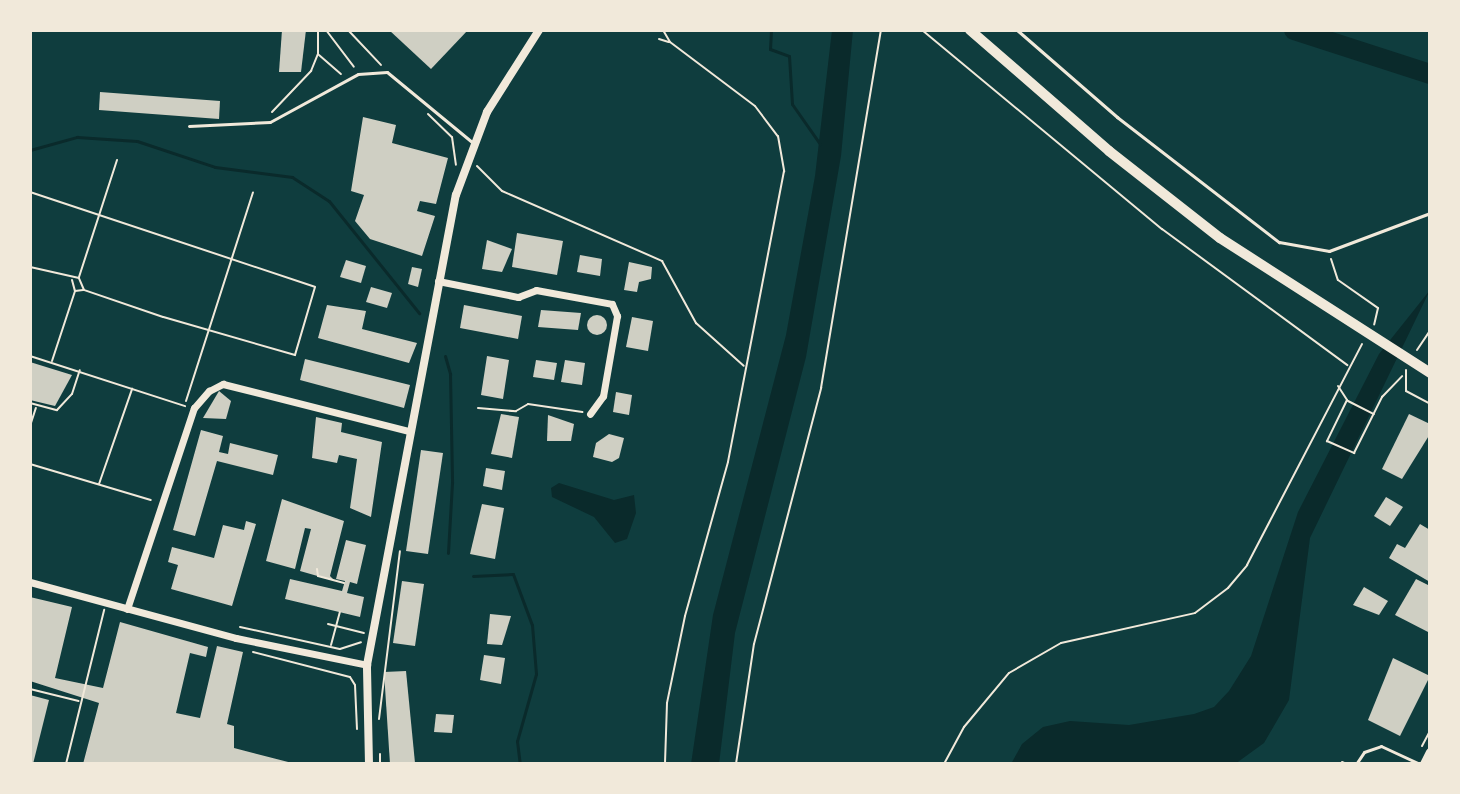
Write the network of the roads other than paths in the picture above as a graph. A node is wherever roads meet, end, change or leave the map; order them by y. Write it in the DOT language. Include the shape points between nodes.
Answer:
graph roads {
  1 [pos="539,30"];
  2 [pos="970,30"];
  3 [pos="1017,30"];
  4 [pos="189,126"];
  5 [pos="473,143"];
  6 [pos="1430,213"];
  7 [pos="438,281"];
  8 [pos="1429,372"];
  9 [pos="590,414"];
  10 [pos="409,431"];
  11 [pos="30,582"];
  12 [pos="127,609"];
  13 [pos="367,665"];
  14 [pos="1430,752"];
  15 [pos="369,764"];
  16 [pos="1356,764"];
  17 [pos="1422,764"];
  1 -- 5 [label="street" via="503,81"];
  2 -- 8 [label="main road" via="1109,151 1220,238"];
  3 -- 6 [label="lane" via="1256,226 1291,247 1329,251"];
  4 -- 5 [label="lane" via="265,123 358,74 387,72"];
  5 -- 7 [label="street"];
  7 -- 9 [label="street" via="518,297 536,290 612,304 617,316 603,396"];
  7 -- 10 [label="street"];
  10 -- 12 [label="street" via="223,384 194,408"];
  10 -- 13 [label="street"];
  11 -- 12 [label="street"];
  12 -- 13 [label="street"];
  13 -- 15 [label="street"];
  14 -- 17 [label="street"];
  16 -- 17 [label="lane" via="1364,752 1381,746"];
}
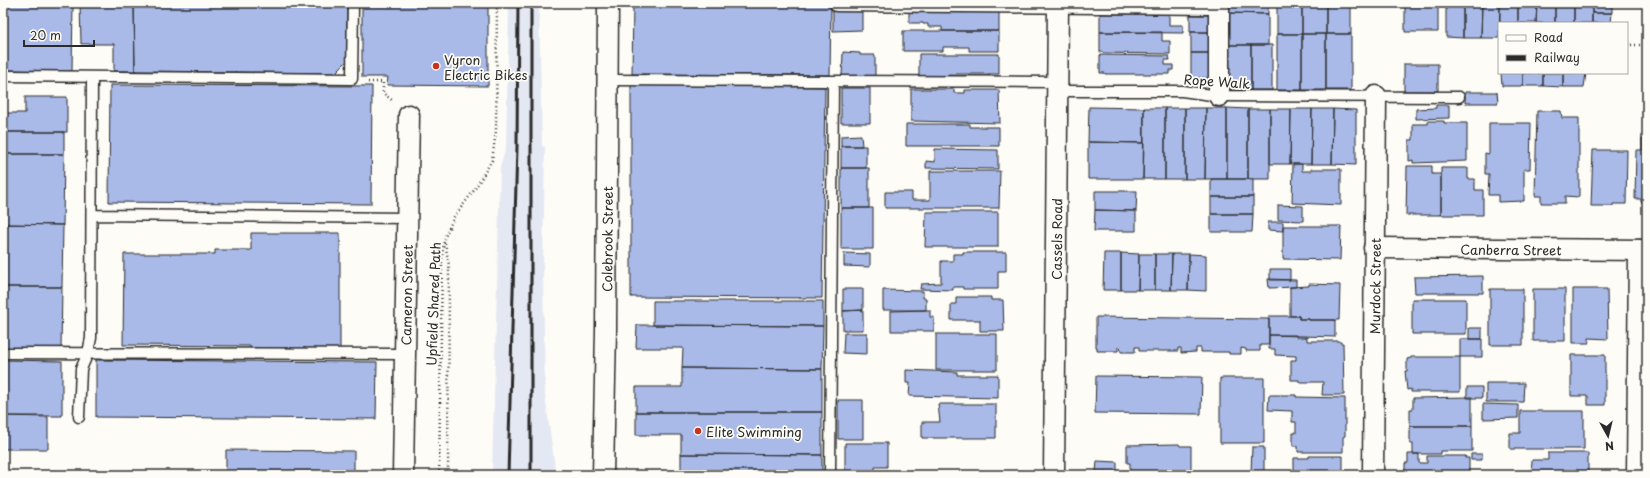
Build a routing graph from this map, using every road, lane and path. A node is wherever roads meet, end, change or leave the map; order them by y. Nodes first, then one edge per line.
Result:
1 (353, 3) edge
2 (497, 3) edge
3 (608, 3) edge
4 (1058, 5) edge
5 (836, 6) dead end
6 (1219, 6) edge
7 (1628, 45) edge
8 (1647, 45) edge
9 (3, 76) edge
10 (92, 77) junction
11 (352, 79) junction
12 (607, 80) junction
13 (833, 81) junction
14 (1057, 86) junction
15 (1219, 96) junction
16 (1376, 96) junction
17 (1459, 97) dead end
18 (409, 115) joint
19 (92, 215) junction
20 (407, 218) junction
21 (444, 238) junction
22 (1374, 248) junction
23 (1643, 250) edge
24 (3, 353) edge
25 (88, 353) junction
26 (404, 354) junction
27 (79, 418) dead end
28 (403, 475) edge
29 (439, 475) edge
30 (448, 475) edge
31 (603, 475) edge
32 (830, 475) edge
33 (1054, 475) edge
34 (1374, 475) edge
35 (1637, 475) edge

1 - 11 lane
2 - 21 path, Upfield Shared Path
3 - 12 street, Colebrook Street
4 - 5 lane
4 - 6 lane
4 - 14 street, Cassels Road
6 - 15 street
7 - 8 path
9 - 10 lane
10 - 11 lane
10 - 19 lane
11 - 18 path
12 - 13 lane, Rope Walk
12 - 31 street, Colebrook Street
13 - 14 lane, Rope Walk
13 - 32 lane
14 - 15 lane, Rope Walk
14 - 33 street, Cassels Road
15 - 16 lane, Rope Walk
16 - 17 lane, Rope Walk
16 - 22 street, Murdock Street
18 - 20 street, Cameron Street
19 - 20 lane
19 - 25 lane
20 - 26 street, Cameron Street
21 - 29 path, Upfield Shared Path
21 - 30 path
22 - 23 street, Canberra Street
22 - 34 street, Murdock Street
23 - 35 street
24 - 25 lane
25 - 26 lane
25 - 27 lane
26 - 28 street, Cameron Street

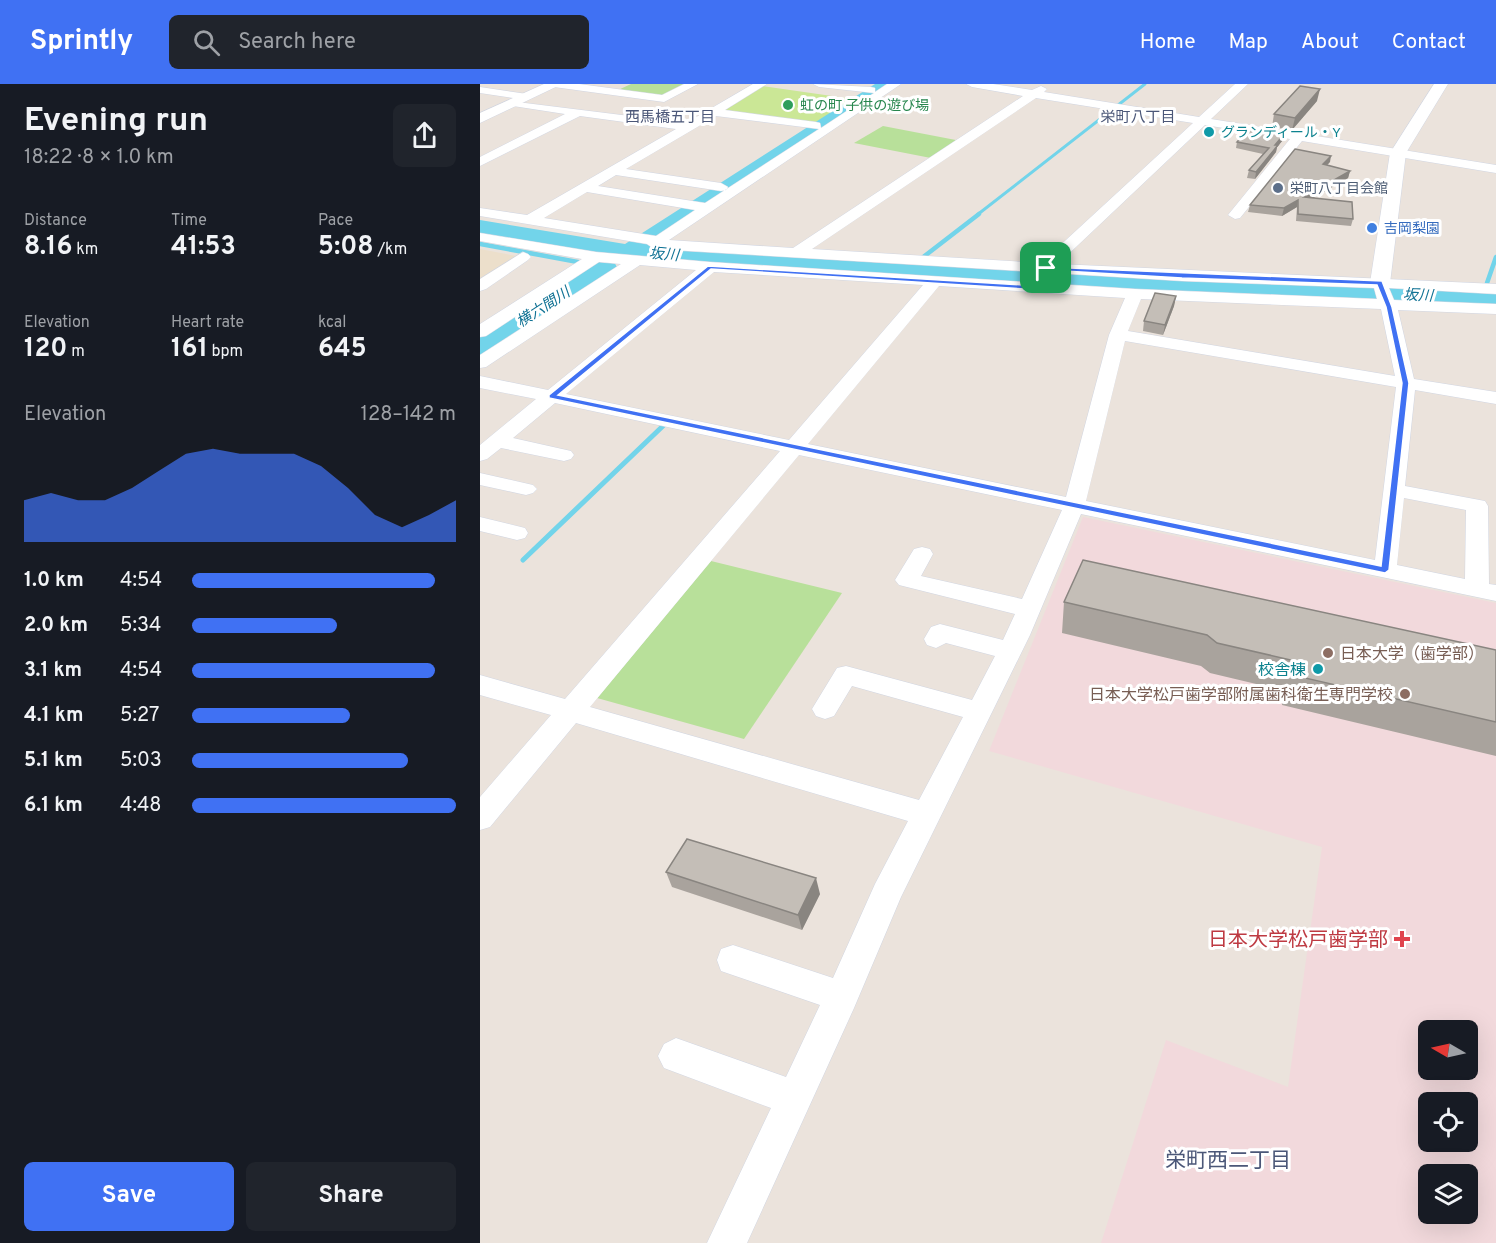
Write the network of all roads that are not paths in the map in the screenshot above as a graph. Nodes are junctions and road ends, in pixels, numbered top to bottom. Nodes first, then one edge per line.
1 (554, 84) edge
2 (626, 84) edge
3 (692, 84) edge
4 (761, 84) edge
5 (819, 84) edge
6 (895, 84) edge
7 (972, 84) edge
8 (1048, 84) edge
9 (1242, 84) edge
10 (1442, 84) edge
11 (876, 87) edge
12 (480, 90) edge
13 (610, 92) junction
14 (1033, 94) junction
15 (664, 99) junction
16 (520, 100) junction
17 (718, 109) junction
18 (578, 112) junction
19 (480, 119) edge
20 (1202, 121) junction
21 (816, 126) junction
22 (687, 127) junction
23 (1299, 137) junction
24 (1398, 153) junction
25 (480, 162) edge
26 (1496, 169) edge
27 (615, 171) junction
28 (721, 187) junction
29 (585, 188) junction
30 (564, 201) junction
31 (586, 204) dead end
32 (700, 207) junction
33 (480, 212) edge
34 (1235, 215) dead end
35 (530, 220) junction
36 (480, 237) edge
37 (651, 240) junction
38 (794, 254) junction
39 (523, 257) dead end
40 (595, 260) junction
41 (633, 261) junction
42 (710, 267) junction
43 (1043, 278) junction
44 (935, 281) junction
45 (480, 286) edge
46 (1496, 289) edge
47 (1383, 293) junction
48 (1135, 294) junction
49 (1496, 309) edge
50 (480, 332) edge
51 (1118, 335) junction
52 (480, 363) edge
53 (480, 382) edge
54 (1406, 383) junction
55 (552, 396) junction
56 (1496, 398) edge
57 (498, 441) junction
58 (796, 446) junction
59 (480, 455) edge
60 (564, 455) dead end
61 (480, 479) edge
62 (526, 489) dead end
63 (1395, 490) junction
64 (1074, 506) junction
65 (480, 524) edge
66 (517, 533) dead end
67 (922, 555) dead end
68 (1385, 570) junction
69 (1486, 591) edge
70 (1029, 609) junction
71 (936, 639) dead end
72 (1010, 651) junction
73 (480, 685) edge
74 (825, 709) dead end
75 (570, 711) junction
76 (980, 711) junction
77 (926, 814) junction
78 (480, 818) edge
79 (733, 960) dead end
80 (842, 997) junction
81 (676, 1056) dead end
82 (795, 1098) junction
83 (727, 1243) edge

1 - 13 street
1 - 16 street
2 - 13 street
3 - 15 street
4 - 17 street
5 - 11 street
6 - 32 street
7 - 14 street
8 - 14 street
9 - 20 street
10 - 24 street
11 - 21 street
12 - 16 street
13 - 15 street
14 - 20 street
14 - 38 street
15 - 17 street
16 - 18 street
16 - 19 street
17 - 21 street
17 - 22 street
18 - 22 street
18 - 25 street
20 - 23 street
20 - 43 street
21 - 28 street
22 - 27 street
23 - 24 street
23 - 34 street
24 - 26 street
24 - 47 street
27 - 28 street
27 - 29 street
28 - 32 street
29 - 30 street
29 - 32 street
30 - 31 street
30 - 35 street
32 - 37 street
32 - 37 street
33 - 35 street
35 - 37 street
36 - 40 street
37 - 38 street
38 - 43 street
39 - 45 street
40 - 41 street
40 - 50 street
41 - 42 street
41 - 52 street
42 - 44 street
42 - 55 street
43 - 44 street
43 - 47 street
43 - 48 street
44 - 58 street
46 - 47 street
47 - 48 street
47 - 49 street
47 - 54 street
48 - 51 street
51 - 54 street
51 - 64 street
53 - 55 street
54 - 56 street
54 - 63 street
55 - 57 street
55 - 58 street
57 - 59 street
57 - 60 street
58 - 64 street
58 - 75 street
61 - 62 street
63 - 68 street
63 - 69 street
64 - 68 street
64 - 70 street
65 - 66 street
67 - 70 street
68 - 69 street
70 - 72 street
71 - 72 street
72 - 76 street
73 - 75 street
74 - 76 street
75 - 77 street
75 - 78 street
76 - 77 street
77 - 80 street
79 - 80 street
80 - 82 street
81 - 82 street
82 - 83 street

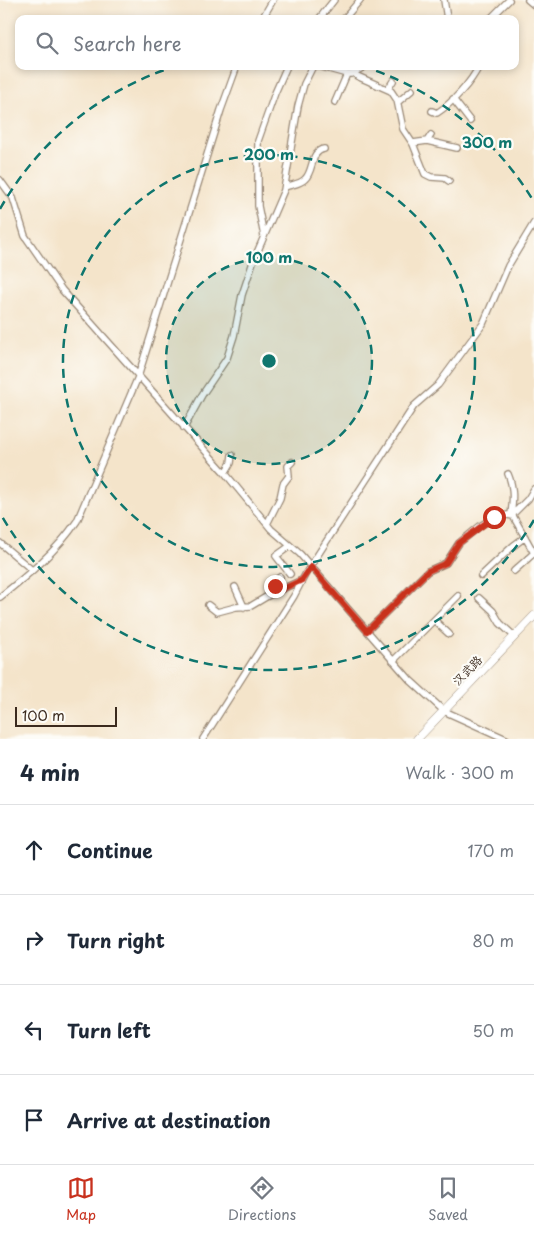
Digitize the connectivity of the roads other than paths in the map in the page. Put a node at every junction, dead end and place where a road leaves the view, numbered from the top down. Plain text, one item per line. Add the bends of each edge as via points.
1 (273, 0) edge
2 (334, 0) edge
3 (360, 0) edge
4 (444, 0) edge
5 (509, 0) edge
6 (528, 0) edge
7 (534, 5) edge
8 (264, 15) edge
9 (321, 15) edge
10 (347, 15) edge
11 (446, 15) edge
12 (494, 15) edge
13 (236, 70) edge
14 (285, 70) edge
15 (311, 70) edge
16 (332, 70) edge
17 (358, 70) edge
18 (477, 70) edge
19 (354, 72) junction
20 (346, 74) junction
21 (393, 81) dead end
22 (388, 89) junction
23 (412, 90) dead end
24 (453, 99) junction
25 (335, 102) dead end
26 (398, 102) junction
27 (432, 111) dead end
28 (470, 121) dead end
29 (431, 135) dead end
30 (427, 141) junction
31 (413, 143) junction
32 (457, 148) dead end
33 (324, 149) dead end
34 (0, 180) edge
35 (449, 180) dead end
36 (285, 187) junction
37 (534, 223) edge
38 (264, 236) junction
39 (138, 376) junction
40 (184, 428) junction
41 (232, 455) dead end
42 (292, 462) dead end
43 (225, 473) junction
44 (508, 474) dead end
45 (534, 489) edge
46 (512, 515) junction
47 (267, 524) junction
48 (525, 538) junction
49 (0, 543) edge
50 (532, 545) edge
51 (290, 546) junction
52 (534, 553) edge
53 (311, 567) junction
54 (32, 570) junction
55 (514, 571) dead end
56 (290, 574) dead end
57 (482, 576) dead end
58 (280, 578) dead end
59 (302, 580) junction
60 (235, 587) dead end
61 (276, 592) junction
62 (458, 596) dead end
63 (0, 597) edge
64 (479, 598) dead end
65 (208, 605) dead end
66 (244, 607) junction
67 (534, 616) edge
68 (434, 620) junction
69 (367, 631) junction
70 (449, 634) dead end
71 (514, 636) junction
72 (393, 661) junction
73 (444, 711) junction
74 (203, 739) edge
75 (417, 739) edge
76 (506, 739) edge

1 - 8 street
2 - 9 street
3 - 10 street
4 - 11 street
5 - 12 street
6 - 7 street
13 - 39 street
14 - 38 street via 258,141 258,206
15 - 36 street via 298,106
16 - 20 street
17 - 19 street
18 - 24 street via 472,80
19 - 20 street
19 - 22 street
20 - 25 street
21 - 22 street
22 - 26 street
23 - 26 street
24 - 27 street via 439,112
24 - 28 street
26 - 31 street via 402,125
29 - 30 street
30 - 31 street
30 - 32 street
31 - 35 street via 426,174
33 - 36 street via 314,154 312,167 304,180
34 - 39 street via 13,198 25,236 50,275
36 - 38 street
37 - 53 street via 508,266 483,324 438,385 414,406
38 - 40 street via 242,295 227,358
39 - 40 street
39 - 54 street via 77,521 66,538
40 - 43 street
41 - 43 street
42 - 47 street
43 - 47 street
44 - 46 street via 513,491
45 - 46 street via 528,500
46 - 48 street
46 - 69 street via 494,517 480,526 456,546 446,563 428,571
47 - 51 street
48 - 50 street
48 - 57 street
49 - 54 street
50 - 52 street
51 - 53 street
51 - 56 street via 276,556
52 - 55 street
53 - 59 street
53 - 69 street
54 - 63 street
58 - 61 street via 276,580
59 - 61 street
59 - 74 street
60 - 66 street
61 - 66 street
62 - 68 street
64 - 71 street
65 - 66 street via 217,612
67 - 71 main road, 汉武路
68 - 70 street
68 - 72 street
69 - 72 street
71 - 73 main road, 汉武路
72 - 73 street
73 - 75 main road, 汉武路
73 - 76 street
******
** DESCRIPTION OF THE TASK **
Look through the entries for lines containing the word "change" and return each one.

** RESPONSE **
Write the network of the roads other than paths in the picture above as a graph. A node is wherever roads meet, end, change or leave the map; order them by y. Write it in the DOT language. Include the shape points between nodes.
Build a routing graph from this map, using every road, lane and path. A node is wherever roads meet, end, change or leave the map; order them by y. Nodes first, then one edge per line.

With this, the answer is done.